Saved entries:

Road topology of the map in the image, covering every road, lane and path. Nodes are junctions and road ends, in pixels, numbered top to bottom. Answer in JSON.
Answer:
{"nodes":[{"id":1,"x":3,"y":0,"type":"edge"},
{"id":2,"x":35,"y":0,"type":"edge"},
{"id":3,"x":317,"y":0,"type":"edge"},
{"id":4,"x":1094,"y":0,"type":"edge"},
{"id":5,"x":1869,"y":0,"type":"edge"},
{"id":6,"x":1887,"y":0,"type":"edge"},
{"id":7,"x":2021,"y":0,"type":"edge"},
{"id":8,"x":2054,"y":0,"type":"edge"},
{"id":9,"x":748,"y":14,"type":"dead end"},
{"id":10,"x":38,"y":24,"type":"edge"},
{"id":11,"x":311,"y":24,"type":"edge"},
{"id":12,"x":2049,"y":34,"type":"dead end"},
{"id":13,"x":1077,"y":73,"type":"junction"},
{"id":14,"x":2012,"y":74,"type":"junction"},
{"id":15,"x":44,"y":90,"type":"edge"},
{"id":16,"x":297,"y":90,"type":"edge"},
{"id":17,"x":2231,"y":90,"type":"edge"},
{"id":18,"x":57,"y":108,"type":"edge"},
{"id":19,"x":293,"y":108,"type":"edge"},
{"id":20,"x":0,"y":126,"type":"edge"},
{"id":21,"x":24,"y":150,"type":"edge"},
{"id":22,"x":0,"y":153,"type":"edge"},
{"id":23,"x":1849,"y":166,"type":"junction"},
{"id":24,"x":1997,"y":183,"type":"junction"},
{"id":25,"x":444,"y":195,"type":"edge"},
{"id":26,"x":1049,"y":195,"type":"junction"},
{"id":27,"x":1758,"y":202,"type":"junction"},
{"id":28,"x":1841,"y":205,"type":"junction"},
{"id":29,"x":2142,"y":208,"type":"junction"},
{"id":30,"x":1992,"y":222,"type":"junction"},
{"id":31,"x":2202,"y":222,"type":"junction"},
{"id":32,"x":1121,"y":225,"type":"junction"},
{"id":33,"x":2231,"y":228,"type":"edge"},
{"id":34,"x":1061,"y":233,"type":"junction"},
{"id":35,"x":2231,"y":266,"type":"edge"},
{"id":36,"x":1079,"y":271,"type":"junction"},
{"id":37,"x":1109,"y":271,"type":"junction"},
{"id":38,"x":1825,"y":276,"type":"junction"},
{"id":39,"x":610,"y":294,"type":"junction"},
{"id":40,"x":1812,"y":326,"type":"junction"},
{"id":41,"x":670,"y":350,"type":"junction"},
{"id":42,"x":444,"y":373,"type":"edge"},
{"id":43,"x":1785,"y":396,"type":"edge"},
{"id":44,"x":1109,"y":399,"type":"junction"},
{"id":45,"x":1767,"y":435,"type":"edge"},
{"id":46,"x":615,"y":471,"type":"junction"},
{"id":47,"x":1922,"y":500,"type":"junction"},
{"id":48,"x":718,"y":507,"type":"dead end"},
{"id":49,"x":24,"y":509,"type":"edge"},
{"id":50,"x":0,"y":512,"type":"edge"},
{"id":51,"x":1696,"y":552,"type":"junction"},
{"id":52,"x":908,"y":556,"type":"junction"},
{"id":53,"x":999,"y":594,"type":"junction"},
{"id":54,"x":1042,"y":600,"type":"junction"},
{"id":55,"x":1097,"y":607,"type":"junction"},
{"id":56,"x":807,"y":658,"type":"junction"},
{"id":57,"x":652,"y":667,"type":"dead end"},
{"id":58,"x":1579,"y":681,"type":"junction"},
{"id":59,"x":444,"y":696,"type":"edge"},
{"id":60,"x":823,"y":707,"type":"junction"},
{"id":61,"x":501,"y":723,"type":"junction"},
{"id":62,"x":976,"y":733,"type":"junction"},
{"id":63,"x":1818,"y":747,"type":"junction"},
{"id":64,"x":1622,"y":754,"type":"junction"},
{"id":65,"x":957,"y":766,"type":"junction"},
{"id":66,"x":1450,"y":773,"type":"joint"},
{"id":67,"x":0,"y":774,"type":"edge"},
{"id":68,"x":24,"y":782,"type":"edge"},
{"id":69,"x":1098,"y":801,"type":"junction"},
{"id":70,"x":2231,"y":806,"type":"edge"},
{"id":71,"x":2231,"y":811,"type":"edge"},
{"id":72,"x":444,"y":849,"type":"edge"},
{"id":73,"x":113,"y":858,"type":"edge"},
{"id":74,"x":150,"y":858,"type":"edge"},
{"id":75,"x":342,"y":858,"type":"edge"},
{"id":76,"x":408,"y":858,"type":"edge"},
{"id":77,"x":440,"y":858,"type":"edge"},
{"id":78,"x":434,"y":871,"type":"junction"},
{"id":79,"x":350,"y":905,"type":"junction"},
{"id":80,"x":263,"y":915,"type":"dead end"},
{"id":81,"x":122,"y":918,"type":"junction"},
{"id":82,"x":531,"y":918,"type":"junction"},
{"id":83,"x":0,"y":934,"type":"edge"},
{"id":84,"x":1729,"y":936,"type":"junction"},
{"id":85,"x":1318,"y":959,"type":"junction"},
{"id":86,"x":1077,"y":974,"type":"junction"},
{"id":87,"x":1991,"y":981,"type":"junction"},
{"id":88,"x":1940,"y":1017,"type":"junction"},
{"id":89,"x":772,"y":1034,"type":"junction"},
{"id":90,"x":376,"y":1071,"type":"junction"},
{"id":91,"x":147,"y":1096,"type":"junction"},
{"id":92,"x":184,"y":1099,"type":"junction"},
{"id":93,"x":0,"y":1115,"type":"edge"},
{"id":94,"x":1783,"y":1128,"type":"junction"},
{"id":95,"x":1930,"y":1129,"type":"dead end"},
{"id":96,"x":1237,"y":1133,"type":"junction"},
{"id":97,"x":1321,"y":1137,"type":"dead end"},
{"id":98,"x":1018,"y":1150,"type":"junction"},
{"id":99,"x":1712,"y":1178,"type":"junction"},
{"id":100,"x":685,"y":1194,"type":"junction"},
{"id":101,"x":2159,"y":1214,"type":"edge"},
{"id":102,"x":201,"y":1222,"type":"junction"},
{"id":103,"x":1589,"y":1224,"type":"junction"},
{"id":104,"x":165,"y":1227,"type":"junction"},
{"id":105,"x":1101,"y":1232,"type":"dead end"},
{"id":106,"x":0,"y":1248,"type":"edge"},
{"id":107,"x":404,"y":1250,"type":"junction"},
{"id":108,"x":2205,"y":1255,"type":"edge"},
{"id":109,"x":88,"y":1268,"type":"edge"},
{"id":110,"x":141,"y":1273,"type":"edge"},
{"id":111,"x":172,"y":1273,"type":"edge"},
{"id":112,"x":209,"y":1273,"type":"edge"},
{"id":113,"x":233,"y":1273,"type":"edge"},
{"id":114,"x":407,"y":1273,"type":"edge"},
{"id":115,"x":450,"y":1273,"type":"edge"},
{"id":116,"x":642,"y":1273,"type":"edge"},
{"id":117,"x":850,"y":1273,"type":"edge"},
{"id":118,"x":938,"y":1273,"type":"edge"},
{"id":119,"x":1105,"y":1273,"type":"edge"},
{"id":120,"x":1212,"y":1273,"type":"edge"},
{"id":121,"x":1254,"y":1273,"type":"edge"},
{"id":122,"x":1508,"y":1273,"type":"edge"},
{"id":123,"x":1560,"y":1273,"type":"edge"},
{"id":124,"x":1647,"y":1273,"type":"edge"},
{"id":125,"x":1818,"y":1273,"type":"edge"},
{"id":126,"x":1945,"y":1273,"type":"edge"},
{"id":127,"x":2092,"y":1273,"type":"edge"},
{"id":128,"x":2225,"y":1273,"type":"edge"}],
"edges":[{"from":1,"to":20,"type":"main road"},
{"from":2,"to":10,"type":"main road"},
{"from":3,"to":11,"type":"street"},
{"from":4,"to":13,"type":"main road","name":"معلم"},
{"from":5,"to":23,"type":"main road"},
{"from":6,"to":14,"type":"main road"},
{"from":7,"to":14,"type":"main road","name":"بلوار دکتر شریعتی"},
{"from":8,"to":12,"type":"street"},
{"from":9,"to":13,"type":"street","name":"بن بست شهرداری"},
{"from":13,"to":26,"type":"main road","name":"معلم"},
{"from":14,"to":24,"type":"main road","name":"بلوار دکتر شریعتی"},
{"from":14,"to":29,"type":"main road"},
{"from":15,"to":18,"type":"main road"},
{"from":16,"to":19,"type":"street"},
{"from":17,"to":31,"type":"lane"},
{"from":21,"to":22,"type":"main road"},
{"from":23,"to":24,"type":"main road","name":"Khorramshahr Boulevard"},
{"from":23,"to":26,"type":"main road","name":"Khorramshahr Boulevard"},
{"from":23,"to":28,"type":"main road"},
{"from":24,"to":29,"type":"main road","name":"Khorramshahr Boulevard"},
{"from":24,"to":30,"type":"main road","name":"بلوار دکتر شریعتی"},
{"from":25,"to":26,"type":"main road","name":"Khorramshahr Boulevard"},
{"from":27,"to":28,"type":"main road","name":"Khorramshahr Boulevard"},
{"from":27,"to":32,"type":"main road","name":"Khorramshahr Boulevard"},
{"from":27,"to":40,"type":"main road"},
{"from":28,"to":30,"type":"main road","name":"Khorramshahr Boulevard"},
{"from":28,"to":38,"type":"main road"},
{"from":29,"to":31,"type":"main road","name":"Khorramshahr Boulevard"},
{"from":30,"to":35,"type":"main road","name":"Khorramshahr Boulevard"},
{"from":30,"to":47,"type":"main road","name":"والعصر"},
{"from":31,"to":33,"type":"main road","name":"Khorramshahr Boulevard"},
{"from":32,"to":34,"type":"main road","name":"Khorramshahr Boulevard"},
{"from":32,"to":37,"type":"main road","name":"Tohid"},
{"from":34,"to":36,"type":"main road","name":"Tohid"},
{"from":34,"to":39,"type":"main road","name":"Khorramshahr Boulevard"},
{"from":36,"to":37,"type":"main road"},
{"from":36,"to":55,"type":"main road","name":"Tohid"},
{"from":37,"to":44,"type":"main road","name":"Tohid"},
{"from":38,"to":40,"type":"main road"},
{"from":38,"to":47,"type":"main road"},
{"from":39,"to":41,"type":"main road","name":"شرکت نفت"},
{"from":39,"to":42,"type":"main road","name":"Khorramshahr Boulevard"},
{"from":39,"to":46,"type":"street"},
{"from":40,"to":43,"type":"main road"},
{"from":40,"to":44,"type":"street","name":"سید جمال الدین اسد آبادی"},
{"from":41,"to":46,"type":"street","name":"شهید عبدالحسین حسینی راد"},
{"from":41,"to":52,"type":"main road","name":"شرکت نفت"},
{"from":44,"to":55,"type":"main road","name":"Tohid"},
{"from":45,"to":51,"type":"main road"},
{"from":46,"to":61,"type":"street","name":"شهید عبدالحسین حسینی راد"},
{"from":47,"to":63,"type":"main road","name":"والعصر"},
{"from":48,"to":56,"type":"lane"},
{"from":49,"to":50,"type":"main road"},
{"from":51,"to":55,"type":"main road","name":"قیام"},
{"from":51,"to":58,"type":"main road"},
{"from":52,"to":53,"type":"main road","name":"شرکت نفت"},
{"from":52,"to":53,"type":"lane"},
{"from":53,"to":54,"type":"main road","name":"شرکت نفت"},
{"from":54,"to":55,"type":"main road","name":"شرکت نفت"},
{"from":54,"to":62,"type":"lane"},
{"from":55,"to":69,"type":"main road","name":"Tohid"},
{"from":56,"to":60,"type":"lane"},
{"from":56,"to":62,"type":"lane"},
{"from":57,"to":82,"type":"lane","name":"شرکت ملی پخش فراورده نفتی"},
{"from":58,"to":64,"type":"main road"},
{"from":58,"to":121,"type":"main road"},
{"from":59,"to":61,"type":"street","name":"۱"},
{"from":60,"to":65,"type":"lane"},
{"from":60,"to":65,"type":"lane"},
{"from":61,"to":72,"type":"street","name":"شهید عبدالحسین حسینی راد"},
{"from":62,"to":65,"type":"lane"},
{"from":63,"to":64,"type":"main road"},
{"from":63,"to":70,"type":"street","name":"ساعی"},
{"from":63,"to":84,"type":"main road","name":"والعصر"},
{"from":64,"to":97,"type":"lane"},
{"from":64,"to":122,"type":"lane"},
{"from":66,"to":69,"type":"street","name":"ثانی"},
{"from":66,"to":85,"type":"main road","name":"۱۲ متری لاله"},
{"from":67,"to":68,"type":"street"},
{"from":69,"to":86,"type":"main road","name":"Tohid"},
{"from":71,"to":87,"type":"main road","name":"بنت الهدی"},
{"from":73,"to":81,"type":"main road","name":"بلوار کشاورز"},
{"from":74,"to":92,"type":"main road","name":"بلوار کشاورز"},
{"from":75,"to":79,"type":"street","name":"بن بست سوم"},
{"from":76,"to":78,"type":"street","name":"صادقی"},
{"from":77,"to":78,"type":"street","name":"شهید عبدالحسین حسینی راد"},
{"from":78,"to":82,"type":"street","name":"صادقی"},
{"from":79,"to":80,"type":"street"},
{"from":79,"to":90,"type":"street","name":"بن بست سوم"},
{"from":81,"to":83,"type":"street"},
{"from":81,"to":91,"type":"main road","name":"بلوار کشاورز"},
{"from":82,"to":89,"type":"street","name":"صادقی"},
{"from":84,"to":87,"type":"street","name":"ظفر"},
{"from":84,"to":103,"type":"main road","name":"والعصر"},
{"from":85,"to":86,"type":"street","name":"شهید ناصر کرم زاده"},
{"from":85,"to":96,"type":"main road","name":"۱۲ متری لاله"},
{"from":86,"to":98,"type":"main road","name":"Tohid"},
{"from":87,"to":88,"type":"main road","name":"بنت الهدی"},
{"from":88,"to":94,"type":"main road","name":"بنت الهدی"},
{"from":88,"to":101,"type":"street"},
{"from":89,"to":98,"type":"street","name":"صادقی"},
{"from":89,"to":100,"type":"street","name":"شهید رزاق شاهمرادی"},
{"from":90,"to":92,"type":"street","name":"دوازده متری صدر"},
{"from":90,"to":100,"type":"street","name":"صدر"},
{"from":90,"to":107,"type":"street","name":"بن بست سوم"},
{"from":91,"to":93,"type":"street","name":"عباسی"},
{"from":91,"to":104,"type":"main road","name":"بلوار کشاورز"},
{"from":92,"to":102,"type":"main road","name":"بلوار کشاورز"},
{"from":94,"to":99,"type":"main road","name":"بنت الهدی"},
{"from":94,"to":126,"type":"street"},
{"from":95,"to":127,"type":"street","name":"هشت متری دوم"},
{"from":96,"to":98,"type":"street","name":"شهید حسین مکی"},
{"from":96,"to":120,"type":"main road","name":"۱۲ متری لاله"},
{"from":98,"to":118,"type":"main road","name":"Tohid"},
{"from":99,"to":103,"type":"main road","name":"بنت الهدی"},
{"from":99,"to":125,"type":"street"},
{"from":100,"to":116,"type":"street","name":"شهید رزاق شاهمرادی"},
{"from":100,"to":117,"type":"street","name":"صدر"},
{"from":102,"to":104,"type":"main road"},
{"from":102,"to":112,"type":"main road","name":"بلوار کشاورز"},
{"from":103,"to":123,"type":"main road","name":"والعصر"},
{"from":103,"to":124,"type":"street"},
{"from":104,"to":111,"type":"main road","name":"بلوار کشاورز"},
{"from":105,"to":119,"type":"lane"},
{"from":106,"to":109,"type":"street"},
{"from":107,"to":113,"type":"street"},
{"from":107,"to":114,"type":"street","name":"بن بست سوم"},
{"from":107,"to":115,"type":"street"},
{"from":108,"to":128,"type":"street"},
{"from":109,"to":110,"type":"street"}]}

What needs to be done: Scan the data above for the string "شاهمرادی" and copy each line where it appears.

Result:
{"from":89,"to":100,"type":"street","name":"شهید رزاق شاهمرادی"},
{"from":100,"to":116,"type":"street","name":"شهید رزاق شاهمرادی"},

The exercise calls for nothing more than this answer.